Figure 2. Inhibition of NF-κB activity in astrocytes from GFAP-IκBαAA mice.

(A) EMSA of nuclear protein extracts (5 µg) from primary astrocytes and microglia from brain and spinal cord of transgenic mice line A (Tg-A) and non transgenic mice (-) stimulated or unstimulated for 20 min with recombinant TNFα (10 ng/ml) before analysis. For NF-κB consensus probe see underlined sequence below. (B) Quantification of the experiments in (A) performed with spinal cord astrocytes and microglia by densitometric assay.
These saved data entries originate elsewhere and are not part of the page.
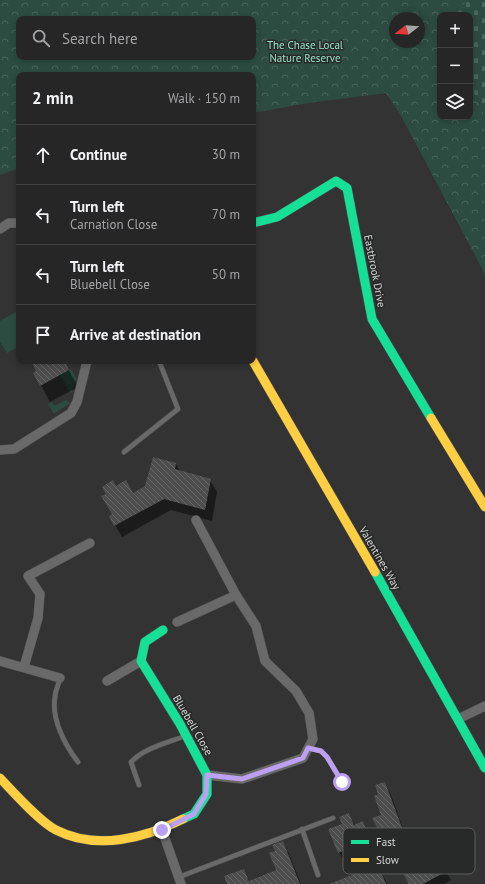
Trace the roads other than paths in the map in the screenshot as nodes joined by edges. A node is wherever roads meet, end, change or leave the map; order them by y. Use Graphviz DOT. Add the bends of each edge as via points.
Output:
graph roads {
  1 [pos="16,222"];
  2 [pos="256,222"];
  3 [pos="0,229"];
  4 [pos="86,364"];
  5 [pos="160,364"];
  6 [pos="255,364"];
  7 [pos="0,450"];
  8 [pos="124,452"];
  9 [pos="485,507"];
  10 [pos="196,520"];
  11 [pos="90,543"];
  12 [pos="236,595"];
  13 [pos="177,622"];
  14 [pos="163,630"];
  15 [pos="0,661"];
  16 [pos="141,661"];
  17 [pos="24,667"];
  18 [pos="60,678"];
  19 [pos="106,681"];
  20 [pos="485,706"];
  21 [pos="458,720"];
  22 [pos="186,736"];
  23 [pos="308,748"];
  24 [pos="78,762"];
  25 [pos="485,768"];
  26 [pos="207,775"];
  27 [pos="0,778"];
  28 [pos="342,782"];
  29 [pos="139,785"];
  30 [pos="333,818"];
  31 [pos="302,829"];
  32 [pos="162,830"];
  33 [pos="318,875"];
  34 [pos="180,880"];
  1 -- 3 [label="street"];
  2 -- 9 [label="street, Eastbrook Drive" via="277,217 336,181 347,188 372,319"];
  4 -- 7 [label="street" via="77,402 71,413 14,449"];
  5 -- 8 [label="lane" via="178,409"];
  6 -- 21 [label="street, Valentines Way"];
  10 -- 12 [label="street"];
  11 -- 17 [label="street" via="28,576 40,594 38,618"];
  12 -- 13 [label="street"];
  12 -- 23 [label="street" via="256,626 265,661 296,691 309,713 313,739"];
  14 -- 16 [label="street" via="145,642"];
  15 -- 17 [label="street"];
  16 -- 19 [label="street"];
  16 -- 22 [label="street, Bluebell Close"];
  17 -- 18 [label="street"];
  18 -- 24 [label="lane" via="54,697 55,708 63,739"];
  20 -- 21 [label="street"];
  21 -- 25 [label="street, Valentines Way"];
  22 -- 26 [label="street, Bluebell Close"];
  22 -- 29 [label="lane" via="147,751 131,762"];
  23 -- 26 [label="street" via="303,758 242,779"];
  23 -- 28 [label="lane" via="321,751"];
  26 -- 32 [label="street" via="206,794 194,814"];
  27 -- 32 [label="street" via="28,807 56,830 91,841 122,840"];
  30 -- 31 [label="lane"];
  31 -- 33 [label="lane"];
  31 -- 34 [label="lane"];
  32 -- 34 [label="street"];
}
Results obtained from non transgenic stimulated cells were defined as 100%. Results are expressed as the means +/− SEM of three independent experiments. *P<0,01. Effect of 3 h LPS treatment (10 µg/ml) on different NF-κB controlled gene in primary astrocytes from non transgenic (-) or GFAP-IκBαAA (TgA) transgenic mice. (C) Western blot analysis on protein extract using antibodies against COX2 and β-actin. (D) semi-quantitave PCR for iNOS, IL-1β, TNFα, Fas mRNA expression. Results obtained with cells from stimulated non transgenic mice are defined as 100% and compared with their corresponding results from stimulated transgenic samples. Data are normalized to β-actin. *p<0.05 **p<0.01. Results represent the mean +/−SEM of three groups. (E) Representative semi-quantitave PCR performed on cDNA from total RNA extracted from astrocytes primary cultures from non transgenic (-) and transgenic (Tg-A) mice untreated and treated with LPS 10 µg/ml.